DATASET RECORDS
--- START ---
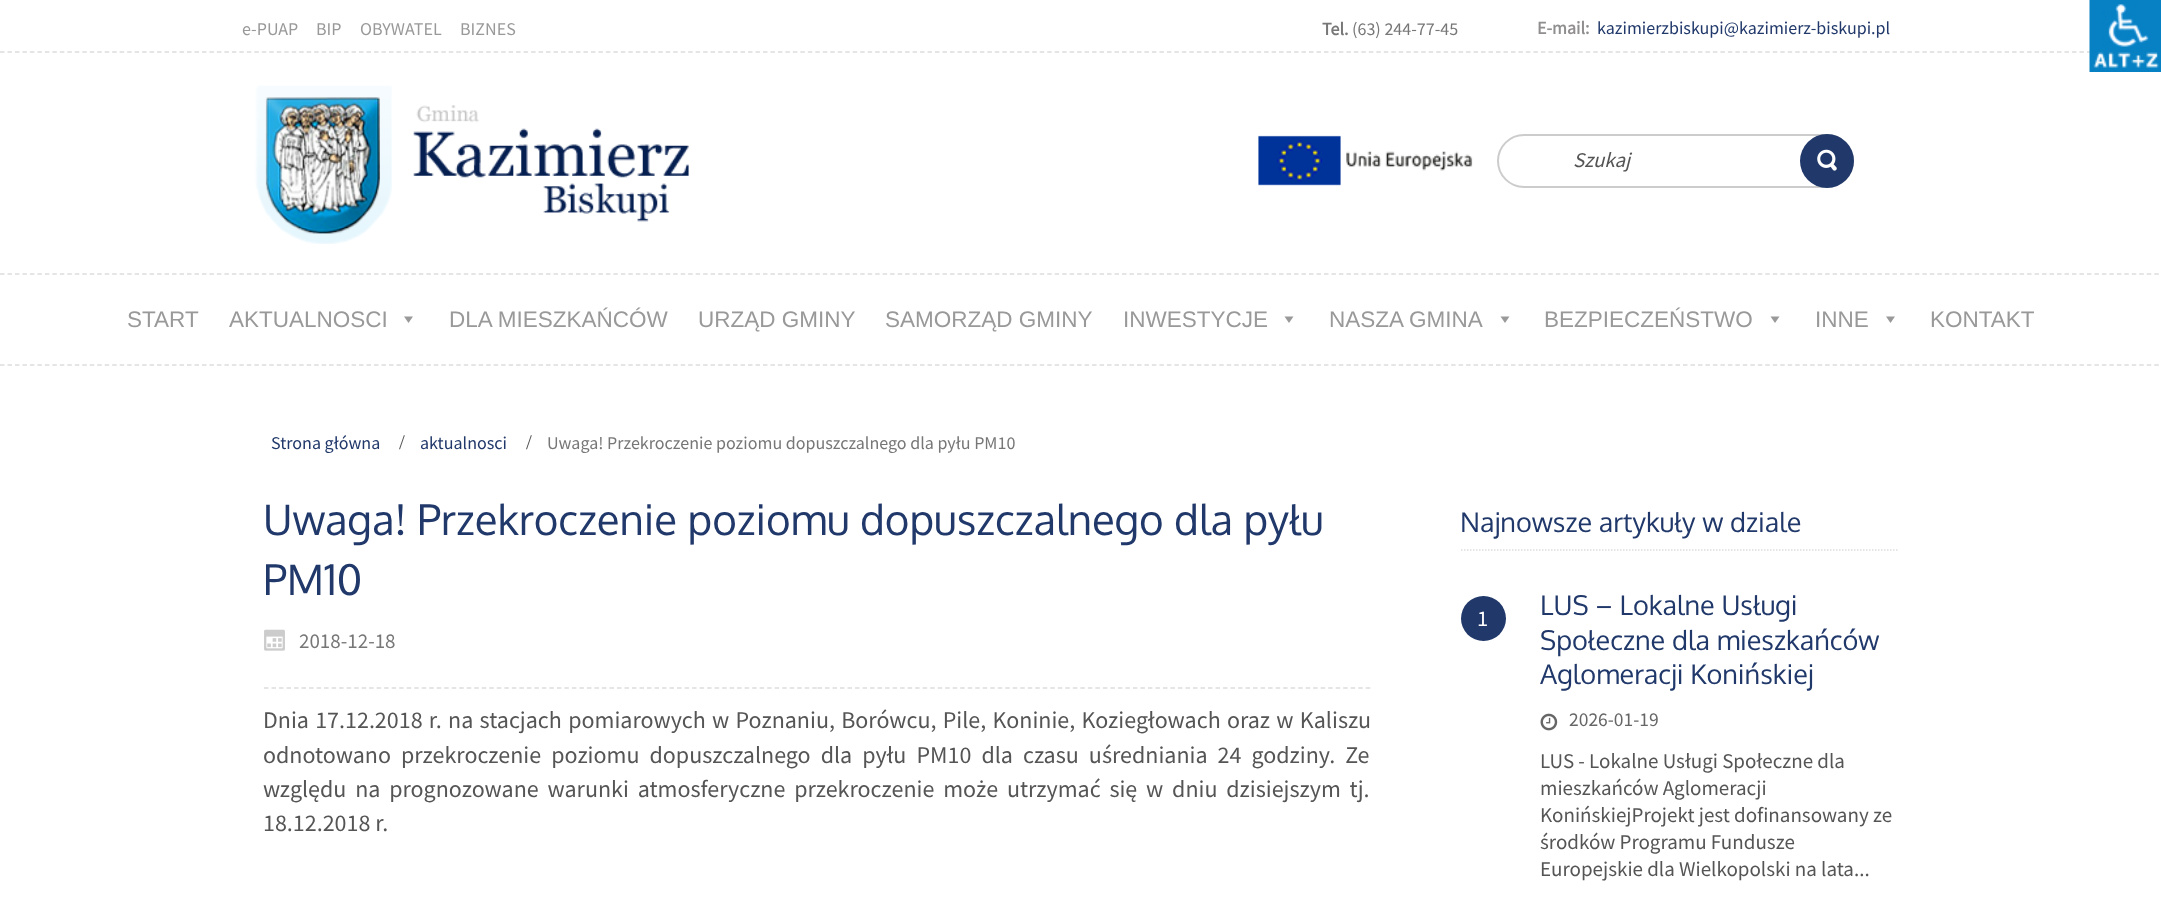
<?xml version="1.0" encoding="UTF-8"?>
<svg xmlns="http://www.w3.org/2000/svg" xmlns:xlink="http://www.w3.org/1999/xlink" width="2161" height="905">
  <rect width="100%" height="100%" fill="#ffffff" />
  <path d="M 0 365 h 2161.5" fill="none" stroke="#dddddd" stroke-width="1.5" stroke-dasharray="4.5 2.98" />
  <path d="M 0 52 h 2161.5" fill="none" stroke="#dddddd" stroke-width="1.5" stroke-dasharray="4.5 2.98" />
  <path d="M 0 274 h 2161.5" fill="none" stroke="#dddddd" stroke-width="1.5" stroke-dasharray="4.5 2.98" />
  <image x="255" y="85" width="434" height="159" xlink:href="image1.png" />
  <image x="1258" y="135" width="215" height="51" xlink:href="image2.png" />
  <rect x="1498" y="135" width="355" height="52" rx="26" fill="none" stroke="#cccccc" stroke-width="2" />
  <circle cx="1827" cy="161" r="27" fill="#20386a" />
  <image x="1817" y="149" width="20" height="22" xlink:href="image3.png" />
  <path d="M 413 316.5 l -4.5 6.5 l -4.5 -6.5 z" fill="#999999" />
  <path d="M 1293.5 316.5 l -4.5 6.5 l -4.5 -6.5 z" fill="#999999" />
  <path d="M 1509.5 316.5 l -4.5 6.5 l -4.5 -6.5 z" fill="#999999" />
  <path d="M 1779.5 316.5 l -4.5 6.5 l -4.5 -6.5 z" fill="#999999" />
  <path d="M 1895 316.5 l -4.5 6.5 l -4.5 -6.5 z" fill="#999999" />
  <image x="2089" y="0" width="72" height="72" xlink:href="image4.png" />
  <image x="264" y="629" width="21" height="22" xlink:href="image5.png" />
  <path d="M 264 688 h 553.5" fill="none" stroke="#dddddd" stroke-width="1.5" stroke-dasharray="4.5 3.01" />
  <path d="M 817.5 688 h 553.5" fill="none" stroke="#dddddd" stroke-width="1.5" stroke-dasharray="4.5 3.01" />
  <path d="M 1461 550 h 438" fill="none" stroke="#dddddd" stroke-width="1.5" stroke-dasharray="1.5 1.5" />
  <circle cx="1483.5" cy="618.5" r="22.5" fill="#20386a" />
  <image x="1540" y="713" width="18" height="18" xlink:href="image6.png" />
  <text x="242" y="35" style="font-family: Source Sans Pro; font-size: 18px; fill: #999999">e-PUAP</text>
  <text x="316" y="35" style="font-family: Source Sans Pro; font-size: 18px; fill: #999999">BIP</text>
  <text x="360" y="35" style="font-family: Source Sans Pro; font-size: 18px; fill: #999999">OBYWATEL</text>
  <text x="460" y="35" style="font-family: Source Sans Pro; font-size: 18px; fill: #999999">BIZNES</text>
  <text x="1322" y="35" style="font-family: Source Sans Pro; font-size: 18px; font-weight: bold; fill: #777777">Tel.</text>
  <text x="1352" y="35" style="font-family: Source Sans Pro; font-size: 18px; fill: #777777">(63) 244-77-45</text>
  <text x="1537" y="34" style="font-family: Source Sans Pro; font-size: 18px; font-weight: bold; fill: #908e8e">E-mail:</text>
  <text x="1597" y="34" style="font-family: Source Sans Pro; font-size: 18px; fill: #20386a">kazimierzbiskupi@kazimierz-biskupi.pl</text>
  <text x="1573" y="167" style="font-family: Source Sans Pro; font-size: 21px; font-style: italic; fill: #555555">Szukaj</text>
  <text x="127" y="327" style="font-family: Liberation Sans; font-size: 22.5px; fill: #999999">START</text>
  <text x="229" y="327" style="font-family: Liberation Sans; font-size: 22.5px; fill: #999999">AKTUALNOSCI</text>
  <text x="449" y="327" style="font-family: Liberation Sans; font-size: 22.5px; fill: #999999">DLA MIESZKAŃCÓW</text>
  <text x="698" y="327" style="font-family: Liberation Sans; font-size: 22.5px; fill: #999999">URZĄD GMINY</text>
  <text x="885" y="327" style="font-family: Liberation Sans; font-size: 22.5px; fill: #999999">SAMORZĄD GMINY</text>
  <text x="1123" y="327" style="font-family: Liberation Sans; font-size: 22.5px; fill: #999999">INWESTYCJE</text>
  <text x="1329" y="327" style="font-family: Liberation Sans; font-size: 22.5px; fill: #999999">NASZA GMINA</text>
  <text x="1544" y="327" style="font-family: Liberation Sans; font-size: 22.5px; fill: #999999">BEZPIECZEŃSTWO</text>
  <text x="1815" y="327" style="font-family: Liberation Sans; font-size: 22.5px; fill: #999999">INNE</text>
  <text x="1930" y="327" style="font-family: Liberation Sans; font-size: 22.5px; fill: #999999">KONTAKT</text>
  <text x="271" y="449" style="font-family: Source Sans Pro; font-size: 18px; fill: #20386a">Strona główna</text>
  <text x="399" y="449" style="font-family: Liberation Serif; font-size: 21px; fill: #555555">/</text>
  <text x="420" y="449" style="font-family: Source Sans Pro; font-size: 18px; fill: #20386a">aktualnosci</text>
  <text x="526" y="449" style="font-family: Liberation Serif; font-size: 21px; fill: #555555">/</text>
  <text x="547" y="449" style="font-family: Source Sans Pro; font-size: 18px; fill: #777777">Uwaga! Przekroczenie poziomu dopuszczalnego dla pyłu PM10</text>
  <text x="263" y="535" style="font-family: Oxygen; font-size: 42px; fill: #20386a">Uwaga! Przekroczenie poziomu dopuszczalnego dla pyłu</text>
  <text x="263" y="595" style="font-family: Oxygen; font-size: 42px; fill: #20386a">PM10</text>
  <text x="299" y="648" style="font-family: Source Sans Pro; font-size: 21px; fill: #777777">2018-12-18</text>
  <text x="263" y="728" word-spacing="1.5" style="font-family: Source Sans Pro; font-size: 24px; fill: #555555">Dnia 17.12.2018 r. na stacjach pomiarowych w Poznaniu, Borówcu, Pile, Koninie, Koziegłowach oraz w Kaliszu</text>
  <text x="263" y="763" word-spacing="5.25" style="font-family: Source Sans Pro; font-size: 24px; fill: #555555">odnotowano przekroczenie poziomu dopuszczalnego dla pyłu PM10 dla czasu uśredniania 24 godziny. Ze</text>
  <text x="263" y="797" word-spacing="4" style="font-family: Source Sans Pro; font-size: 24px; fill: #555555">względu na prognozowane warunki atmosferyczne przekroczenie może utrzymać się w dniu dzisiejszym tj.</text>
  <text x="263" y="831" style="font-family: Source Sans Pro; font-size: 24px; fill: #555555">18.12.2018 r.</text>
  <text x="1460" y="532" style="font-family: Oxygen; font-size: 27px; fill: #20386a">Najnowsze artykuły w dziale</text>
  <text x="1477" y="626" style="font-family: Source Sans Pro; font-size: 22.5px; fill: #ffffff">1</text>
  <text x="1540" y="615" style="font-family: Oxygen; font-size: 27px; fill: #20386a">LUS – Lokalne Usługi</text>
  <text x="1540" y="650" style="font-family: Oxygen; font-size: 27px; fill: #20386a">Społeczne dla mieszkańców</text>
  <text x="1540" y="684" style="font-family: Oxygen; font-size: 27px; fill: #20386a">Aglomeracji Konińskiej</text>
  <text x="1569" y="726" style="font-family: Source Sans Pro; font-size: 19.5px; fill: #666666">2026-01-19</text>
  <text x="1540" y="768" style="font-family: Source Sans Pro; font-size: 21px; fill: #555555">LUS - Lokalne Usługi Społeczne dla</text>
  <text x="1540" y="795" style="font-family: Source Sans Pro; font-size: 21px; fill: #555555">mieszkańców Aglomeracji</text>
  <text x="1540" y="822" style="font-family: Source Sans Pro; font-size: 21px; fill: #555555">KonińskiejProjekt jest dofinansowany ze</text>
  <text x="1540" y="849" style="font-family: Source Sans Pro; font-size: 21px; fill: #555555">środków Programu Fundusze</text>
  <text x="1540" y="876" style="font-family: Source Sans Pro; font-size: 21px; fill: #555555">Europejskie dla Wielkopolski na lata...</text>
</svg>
--- END ---
--- START ---
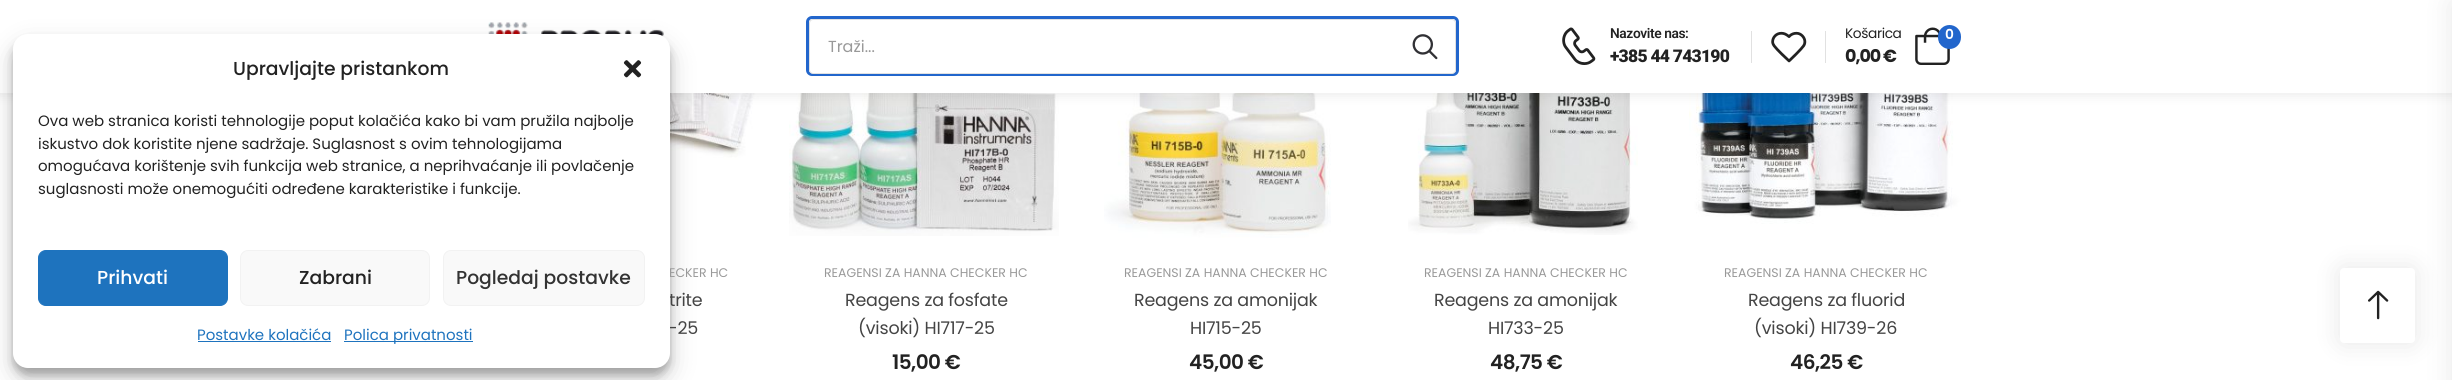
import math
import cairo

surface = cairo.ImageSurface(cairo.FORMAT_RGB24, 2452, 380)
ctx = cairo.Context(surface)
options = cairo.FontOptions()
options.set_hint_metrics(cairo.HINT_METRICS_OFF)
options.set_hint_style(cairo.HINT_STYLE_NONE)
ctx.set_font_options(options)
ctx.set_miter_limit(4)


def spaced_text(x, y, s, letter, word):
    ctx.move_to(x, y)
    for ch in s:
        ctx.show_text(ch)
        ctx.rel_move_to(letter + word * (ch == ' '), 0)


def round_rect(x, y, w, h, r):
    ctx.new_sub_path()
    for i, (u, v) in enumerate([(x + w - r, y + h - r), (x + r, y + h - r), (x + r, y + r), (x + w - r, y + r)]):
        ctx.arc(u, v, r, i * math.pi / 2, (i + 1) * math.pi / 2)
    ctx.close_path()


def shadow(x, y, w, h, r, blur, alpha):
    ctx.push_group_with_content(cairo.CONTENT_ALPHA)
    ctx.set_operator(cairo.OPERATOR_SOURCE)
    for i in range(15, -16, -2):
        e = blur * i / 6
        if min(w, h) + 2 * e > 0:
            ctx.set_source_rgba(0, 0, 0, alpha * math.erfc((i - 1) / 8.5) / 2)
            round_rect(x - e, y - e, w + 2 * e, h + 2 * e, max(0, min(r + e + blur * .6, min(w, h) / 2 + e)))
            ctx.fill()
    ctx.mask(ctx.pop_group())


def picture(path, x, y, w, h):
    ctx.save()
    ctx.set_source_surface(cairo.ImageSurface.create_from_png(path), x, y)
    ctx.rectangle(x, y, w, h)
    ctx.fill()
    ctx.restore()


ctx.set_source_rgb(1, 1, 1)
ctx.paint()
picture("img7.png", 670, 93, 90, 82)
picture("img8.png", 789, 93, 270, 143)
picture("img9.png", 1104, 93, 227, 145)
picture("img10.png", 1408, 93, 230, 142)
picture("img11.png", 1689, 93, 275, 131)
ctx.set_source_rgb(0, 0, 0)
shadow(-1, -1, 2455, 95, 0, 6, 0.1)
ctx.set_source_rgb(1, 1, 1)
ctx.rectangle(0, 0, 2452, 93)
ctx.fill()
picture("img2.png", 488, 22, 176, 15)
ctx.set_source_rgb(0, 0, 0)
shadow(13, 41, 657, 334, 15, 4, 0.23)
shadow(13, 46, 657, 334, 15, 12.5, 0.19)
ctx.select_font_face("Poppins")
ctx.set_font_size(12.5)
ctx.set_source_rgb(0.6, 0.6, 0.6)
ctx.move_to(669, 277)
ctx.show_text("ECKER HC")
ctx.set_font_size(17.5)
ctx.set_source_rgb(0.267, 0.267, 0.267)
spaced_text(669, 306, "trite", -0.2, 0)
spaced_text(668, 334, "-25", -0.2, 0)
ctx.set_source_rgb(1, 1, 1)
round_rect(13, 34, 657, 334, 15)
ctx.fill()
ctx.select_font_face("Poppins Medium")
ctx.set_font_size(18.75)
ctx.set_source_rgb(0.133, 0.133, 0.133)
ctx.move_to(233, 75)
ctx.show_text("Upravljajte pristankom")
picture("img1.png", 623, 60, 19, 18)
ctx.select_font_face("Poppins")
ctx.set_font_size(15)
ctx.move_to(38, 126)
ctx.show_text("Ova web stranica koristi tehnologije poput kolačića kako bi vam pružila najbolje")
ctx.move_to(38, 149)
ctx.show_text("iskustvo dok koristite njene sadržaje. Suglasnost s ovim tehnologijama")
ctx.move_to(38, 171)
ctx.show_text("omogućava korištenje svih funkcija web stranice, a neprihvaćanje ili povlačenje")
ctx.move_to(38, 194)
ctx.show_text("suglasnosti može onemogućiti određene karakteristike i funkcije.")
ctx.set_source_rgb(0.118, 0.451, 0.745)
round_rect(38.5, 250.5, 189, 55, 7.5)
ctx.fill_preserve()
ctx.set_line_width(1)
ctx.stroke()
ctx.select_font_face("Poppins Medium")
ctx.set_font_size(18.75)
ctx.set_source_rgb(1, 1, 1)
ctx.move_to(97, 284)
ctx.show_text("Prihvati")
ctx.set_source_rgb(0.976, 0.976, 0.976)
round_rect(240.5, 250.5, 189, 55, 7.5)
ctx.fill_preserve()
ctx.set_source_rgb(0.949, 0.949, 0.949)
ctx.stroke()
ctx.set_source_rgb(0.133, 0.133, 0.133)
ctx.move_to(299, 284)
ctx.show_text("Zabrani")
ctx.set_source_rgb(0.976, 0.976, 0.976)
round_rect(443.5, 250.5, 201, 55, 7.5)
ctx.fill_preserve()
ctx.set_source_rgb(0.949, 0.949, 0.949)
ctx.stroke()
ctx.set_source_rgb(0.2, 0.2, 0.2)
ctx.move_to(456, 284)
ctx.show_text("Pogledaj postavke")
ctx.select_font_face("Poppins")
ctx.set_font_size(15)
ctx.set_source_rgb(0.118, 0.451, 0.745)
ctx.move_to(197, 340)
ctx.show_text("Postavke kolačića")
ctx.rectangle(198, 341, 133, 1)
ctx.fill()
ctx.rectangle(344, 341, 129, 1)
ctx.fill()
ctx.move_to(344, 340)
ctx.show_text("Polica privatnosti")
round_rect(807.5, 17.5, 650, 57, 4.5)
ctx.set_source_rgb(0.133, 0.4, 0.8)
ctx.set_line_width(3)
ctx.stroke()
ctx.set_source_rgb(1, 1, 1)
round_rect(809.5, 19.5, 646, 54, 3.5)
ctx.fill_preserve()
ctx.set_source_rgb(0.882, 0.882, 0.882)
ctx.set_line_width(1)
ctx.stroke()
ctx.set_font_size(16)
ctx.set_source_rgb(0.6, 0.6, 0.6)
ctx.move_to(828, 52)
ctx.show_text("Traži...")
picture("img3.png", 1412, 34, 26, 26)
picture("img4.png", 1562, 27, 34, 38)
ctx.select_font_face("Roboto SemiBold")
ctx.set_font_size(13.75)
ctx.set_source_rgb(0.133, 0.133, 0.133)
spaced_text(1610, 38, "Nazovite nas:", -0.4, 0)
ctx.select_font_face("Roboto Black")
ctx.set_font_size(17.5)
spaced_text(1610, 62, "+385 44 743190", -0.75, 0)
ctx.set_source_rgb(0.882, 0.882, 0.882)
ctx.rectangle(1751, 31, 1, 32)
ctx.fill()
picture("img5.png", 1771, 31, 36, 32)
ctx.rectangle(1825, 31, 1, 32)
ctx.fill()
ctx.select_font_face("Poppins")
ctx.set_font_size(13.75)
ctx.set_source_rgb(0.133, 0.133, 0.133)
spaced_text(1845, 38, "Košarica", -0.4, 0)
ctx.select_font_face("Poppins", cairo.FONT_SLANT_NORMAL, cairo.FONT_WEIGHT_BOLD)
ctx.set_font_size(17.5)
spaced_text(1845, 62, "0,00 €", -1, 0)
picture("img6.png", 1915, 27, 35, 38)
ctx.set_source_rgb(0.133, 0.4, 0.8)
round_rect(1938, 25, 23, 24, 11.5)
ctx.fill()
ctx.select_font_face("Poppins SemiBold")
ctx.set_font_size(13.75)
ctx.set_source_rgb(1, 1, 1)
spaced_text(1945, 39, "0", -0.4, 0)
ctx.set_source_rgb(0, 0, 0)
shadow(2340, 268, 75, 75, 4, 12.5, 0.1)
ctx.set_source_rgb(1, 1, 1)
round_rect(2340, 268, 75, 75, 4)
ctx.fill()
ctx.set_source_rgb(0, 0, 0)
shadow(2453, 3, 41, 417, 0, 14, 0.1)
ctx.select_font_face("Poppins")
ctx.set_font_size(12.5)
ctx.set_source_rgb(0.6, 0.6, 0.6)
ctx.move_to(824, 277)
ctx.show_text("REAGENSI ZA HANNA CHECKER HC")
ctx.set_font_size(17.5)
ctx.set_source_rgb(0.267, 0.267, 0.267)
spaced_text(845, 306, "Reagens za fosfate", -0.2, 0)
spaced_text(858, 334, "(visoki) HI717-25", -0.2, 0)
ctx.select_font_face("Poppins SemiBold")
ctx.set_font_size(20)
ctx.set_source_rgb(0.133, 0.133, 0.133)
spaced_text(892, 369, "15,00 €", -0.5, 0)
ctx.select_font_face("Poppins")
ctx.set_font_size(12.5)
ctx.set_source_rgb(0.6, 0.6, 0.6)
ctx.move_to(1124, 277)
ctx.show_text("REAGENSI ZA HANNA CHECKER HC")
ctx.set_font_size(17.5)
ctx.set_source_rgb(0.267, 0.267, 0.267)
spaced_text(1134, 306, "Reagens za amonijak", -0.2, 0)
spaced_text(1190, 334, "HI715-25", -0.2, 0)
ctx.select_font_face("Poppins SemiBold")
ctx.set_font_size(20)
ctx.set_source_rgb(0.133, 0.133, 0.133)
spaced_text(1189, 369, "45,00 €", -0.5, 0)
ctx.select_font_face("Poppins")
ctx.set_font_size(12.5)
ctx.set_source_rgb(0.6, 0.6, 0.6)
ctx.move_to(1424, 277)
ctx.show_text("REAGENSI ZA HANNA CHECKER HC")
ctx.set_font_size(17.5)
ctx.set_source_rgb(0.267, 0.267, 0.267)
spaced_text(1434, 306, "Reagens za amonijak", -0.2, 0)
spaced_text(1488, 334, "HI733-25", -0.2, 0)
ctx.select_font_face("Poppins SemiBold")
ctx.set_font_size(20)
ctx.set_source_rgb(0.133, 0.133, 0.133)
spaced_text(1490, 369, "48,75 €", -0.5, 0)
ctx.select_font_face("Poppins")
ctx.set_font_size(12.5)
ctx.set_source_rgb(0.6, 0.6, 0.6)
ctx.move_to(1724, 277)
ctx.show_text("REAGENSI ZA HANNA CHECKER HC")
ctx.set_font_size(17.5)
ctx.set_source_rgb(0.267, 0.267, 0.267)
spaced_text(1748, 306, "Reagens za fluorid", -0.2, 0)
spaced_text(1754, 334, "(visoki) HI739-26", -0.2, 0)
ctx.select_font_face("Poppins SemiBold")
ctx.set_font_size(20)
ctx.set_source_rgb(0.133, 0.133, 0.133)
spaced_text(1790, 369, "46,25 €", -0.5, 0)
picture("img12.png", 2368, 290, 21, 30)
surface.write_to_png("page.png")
--- END ---
YOUR ASSIGNMENT
Retype only this portion of the data above: the line containing "ctx.set_font_options(options)", the line containing "ctx.set_operator(cairo.OPERATOR_SOURCE)", and all lines between them, exactly.

ANSWER FOR THE TASK
ctx.set_font_options(options)
ctx.set_miter_limit(4)


def spaced_text(x, y, s, letter, word):
    ctx.move_to(x, y)
    for ch in s:
        ctx.show_text(ch)
        ctx.rel_move_to(letter + word * (ch == ' '), 0)


def round_rect(x, y, w, h, r):
    ctx.new_sub_path()
    for i, (u, v) in enumerate([(x + w - r, y + h - r), (x + r, y + h - r), (x + r, y + r), (x + w - r, y + r)]):
        ctx.arc(u, v, r, i * math.pi / 2, (i + 1) * math.pi / 2)
    ctx.close_path()


def shadow(x, y, w, h, r, blur, alpha):
    ctx.push_group_with_content(cairo.CONTENT_ALPHA)
    ctx.set_operator(cairo.OPERATOR_SOURCE)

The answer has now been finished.